Friday, 30 December 2011




     1)    Yam – 1500 gm.

Freshly dug organic violet yam
     2)    Onion – 200 gm.
     3)    Bread – 500 gm.
     4)    Fresh or frozen green peas – 200 gm.
     5)    Mild green chilies – 5 Nos.
     6)    Black pepper powder – 1½ teaspoons
     7)    Garam masala powder – 1 teaspoon
     8)    Ghee (clarified butter) – 1 tablespoon
     9)    Coconut oil or other cooking oil – 1 tablespoon
     10)     Salt – 2 teaspoons
     11)     Butter or ghee or cooking oil – to grease the pan

To Cook:

          Peel the yam and cut into large chunks. Soak the pieces in a solution of 2 litres of water with 30 ml. of vinegar. This will help to remove the slime and the grime which will sink to the bottom. Wash in 2 or 3 changes of clear water. Drain and transfer to a pressure cooker. Pour in a litre of water and tip in 1½ teaspoons of salt. Put on the lid and set on high heat.

          As soon as you hear the first whistle, turn down the heat and cook for 5 minutes. Switch off the heat and let cool naturally. Peel the onion and chop to superfine pieces. Pluck off the stems of the green chilies and chop to superfine pieces. Shred the bread finely with your fingers.

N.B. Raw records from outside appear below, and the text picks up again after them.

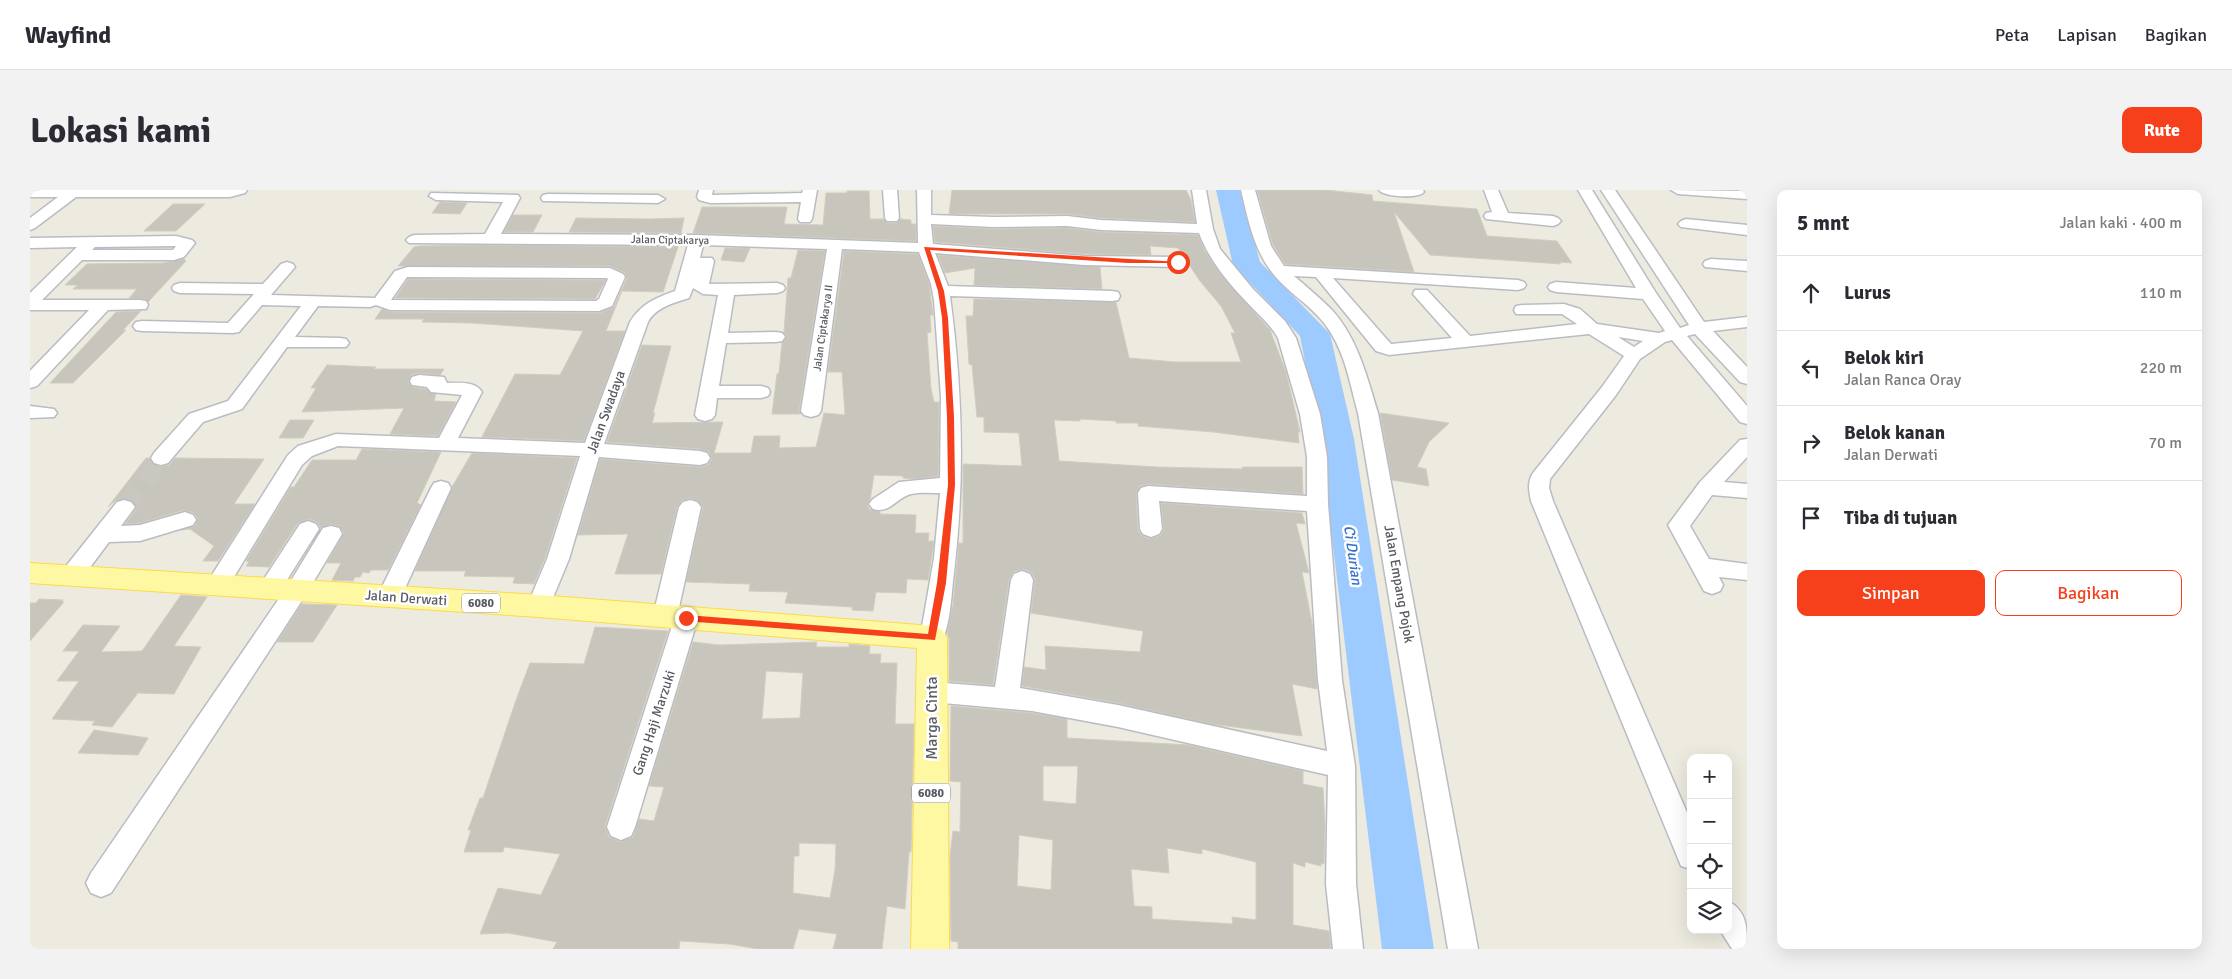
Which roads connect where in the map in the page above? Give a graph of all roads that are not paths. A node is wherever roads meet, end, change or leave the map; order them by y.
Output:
1 (240, 190) edge
2 (706, 190) edge
3 (890, 190) edge
4 (924, 190) edge
5 (939, 190) edge
6 (1199, 190) edge
7 (1248, 190) edge
8 (1386, 190) edge
9 (1491, 190) edge
10 (1568, 190) edge
11 (1608, 190) edge
12 (1678, 190) edge
13 (1585, 191) edge
14 (62, 192) edge
15 (1417, 192) dead end
16 (30, 193) edge
17 (550, 194) edge
18 (809, 194) edge
19 (1747, 195) edge
20 (436, 196) dead end
21 (513, 198) junction
22 (658, 199) dead end
23 (30, 206) edge
24 (924, 212) junction
25 (892, 218) dead end
26 (805, 219) dead end
27 (1553, 220) dead end
28 (1686, 224) dead end
29 (30, 225) edge
30 (1205, 229) junction
31 (1747, 230) edge
32 (491, 238) junction
33 (560, 238) junction
34 (414, 240) dead end
35 (704, 240) junction
36 (91, 242) junction
37 (30, 243) edge
38 (835, 246) junction
39 (926, 248) junction
40 (78, 254) junction
41 (1178, 262) dead end
42 (1711, 264) dead end
43 (1747, 266) edge
44 (287, 267) dead end
45 (1278, 270) junction
46 (543, 272) junction
47 (1324, 278) dead end
48 (1556, 287) dead end
49 (180, 288) dead end
50 (777, 288) dead end
51 (726, 290) junction
52 (941, 291) junction
53 (1421, 294) dead end
54 (1648, 294) junction
55 (262, 295) junction
56 (1112, 296) dead end
57 (314, 301) junction
58 (370, 302) dead end
59 (30, 303) edge
60 (103, 305) junction
61 (140, 305) dead end
62 (1522, 310) junction
63 (1747, 322) edge
64 (142, 326) dead end
65 (1592, 328) junction
66 (1543, 332) junction
67 (1682, 332) junction
68 (776, 337) dead end
69 (719, 338) junction
70 (283, 342) junction
71 (1466, 342) junction
72 (340, 343) dead end
73 (1747, 354) edge
74 (1634, 355) junction
75 (1728, 356) junction
76 (1747, 378) edge
77 (419, 381) dead end
78 (30, 382) edge
79 (708, 392) junction
80 (761, 392) dead end
81 (811, 411) dead end
82 (705, 415) dead end
83 (1747, 418) edge
84 (445, 445) junction
85 (1747, 445) edge
86 (592, 450) junction
87 (161, 458) tunnel mouth
88 (700, 458) dead end
89 (952, 485) junction
90 (1707, 487) junction
91 (441, 488) dead end
92 (1747, 491) edge
93 (880, 504) dead end
94 (1317, 504) junction
95 (124, 507) tunnel mouth
96 (690, 507) dead end
97 (185, 520) dead end
98 (308, 529) dead end
99 (1151, 529) dead end
100 (103, 534) junction
101 (332, 534) dead end
102 (1747, 572) edge
103 (30, 573) edge
104 (71, 576) junction
105 (1022, 580) dead end
106 (218, 584) junction
107 (284, 589) junction
108 (389, 596) junction
109 (539, 606) junction
110 (676, 617) junction
111 (932, 638) junction
112 (932, 692) junction
113 (1006, 698) junction
114 (1342, 766) junction
115 (621, 827) dead end
116 (1687, 846) edge
117 (101, 883) dead end
118 (1732, 922) edge
119 (1747, 944) edge
120 (930, 949) edge
121 (1348, 949) edge
122 (1463, 949) edge

1 - 14 street
2 - 18 street
3 - 25 street
4 - 24 street
5 - 24 street
6 - 30 street
7 - 45 street, Jalan Empang Pojok
8 - 15 street
9 - 27 street
10 - 13 street
11 - 67 street
12 - 19 street
13 - 54 street
14 - 16 street
14 - 23 street
14 - 29 street
17 - 21 street
17 - 22 street
18 - 26 street
20 - 21 street
21 - 32 street
24 - 30 street
24 - 39 street
28 - 31 street
30 - 94 street
32 - 33 street, Jalan Ciptakarya
32 - 34 street, Jalan Ciptakarya
33 - 35 street, Jalan Ciptakarya
33 - 46 street
35 - 38 street, Jalan Ciptakarya
35 - 51 street
35 - 86 street, Jalan Swadaya
36 - 37 street
36 - 40 street
36 - 40 street
38 - 39 street, Jalan Ciptakarya
38 - 81 street, Jalan Ciptakarya II
39 - 41 street, Jalan Ciptakarya
39 - 52 street
40 - 59 street
42 - 43 street
44 - 55 street
45 - 62 street
45 - 122 street, Jalan Empang Pojok
46 - 46 street
47 - 71 street
48 - 54 street
49 - 55 street
50 - 51 street
51 - 69 street
52 - 56 street
52 - 89 street
53 - 71 street
54 - 67 street
55 - 57 street
55 - 64 street
57 - 58 street
57 - 70 street
59 - 60 street
60 - 61 street
60 - 78 street
62 - 65 street
62 - 66 street
63 - 67 street
65 - 66 street
65 - 67 street
65 - 74 street
66 - 71 street
67 - 74 street
67 - 75 street
67 - 83 street
68 - 69 street
69 - 79 street
70 - 72 street
70 - 87 street
73 - 75 street
74 - 116 street
75 - 76 street
77 - 84 street
79 - 80 street
79 - 82 street
84 - 86 street
84 - 106 street
85 - 90 street
86 - 88 street
86 - 109 street, Jalan Swadaya
89 - 93 street
89 - 111 street
90 - 92 street
90 - 102 street
91 - 108 street
94 - 99 street
94 - 114 street
95 - 100 street
96 - 110 street, Gang Haji Marzuki
97 - 100 street
98 - 107 street
100 - 104 street
101 - 107 street
103 - 104 main road, Jalan Derwati / 6080
104 - 106 main road, Jalan Derwati / 6080
105 - 113 street
106 - 107 main road, Jalan Derwati / 6080
107 - 108 main road, Jalan Derwati / 6080
107 - 117 street
108 - 109 main road, Jalan Derwati / 6080
109 - 110 main road, Jalan Derwati / 6080
110 - 111 main road, Jalan Derwati / 6080
110 - 115 street, Gang Haji Marzuki
111 - 112 main road, Marga Cinta / 6080
112 - 113 street
112 - 120 main road, Marga Cinta / 6080
113 - 114 street
114 - 121 street
118 - 119 street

          Once the cooker is cool enough to open, take out the cooked yam and drain off the water (yam stock). Mash the yam nicely.

          Set a thick wok on high heat. Pour in the ghee and the coconut oil. Tip in the chopped onion and the chilies. Stir for 2 minutes and tip in the green peas. Turn down the heat to medium and stir. As soon as the green peas are cooked (they will change colour and will be partially fried), tip in the remaining salt (½ teaspoon) and stir.

          Now tip in the mashed yam and sprinkle the pepper powder and the garam masala powder. Use less pepper powder and garam masala powder if you like milder cutlets or if you are cooking for little kids. Stir quite well for the spices to mix fully with the yam.

          Tip in the shredded bread. Stir nicely and switch off the heat. As soon as the mixture is cool enough to touch, set a flat pan on medium heat. Grease it with butter or with ghee or with cooking oil. Cholesterol/cardiac patients can avoid the greasing by using a non-stick pan.

          Make lemon sized balls from the mixture. Flatten them into thick (1 cm.) patties and put them on the greased pan. Lower the heat, cover with a lid and roast the yam cutlets slowly (see note no. 3). As soon as the lower side is lightly caramelized, put a few drops of melted butter or ghee or oil on top of the cutlets and gently flip them over to roast the other side.
Serve hot with fresh tomato sauce (see my recipe). These cutlets are so tasty that kids queue up for the cutlets as they are getting roasted. So as soon as you spot a yam, go right ahead, cook and enjoy!

Yam cutlets with fresh tomato sauce
     1)    For the rustic styled cutlets in the picture, I have used violet yam. You can make beautiful cutlets of varying natural colours by using violet, pink, cream, rose or white yams.
     2)    For restaurant style shape and softer texture, you can use a cutlet/cookie cutter and also substitute the bread with 300 gm. (approx.) of bread crumbs.
     3)    Covering the cutlets with a lid or cloche while roasting makes them softer and the slow roast method gives them better texture and taste.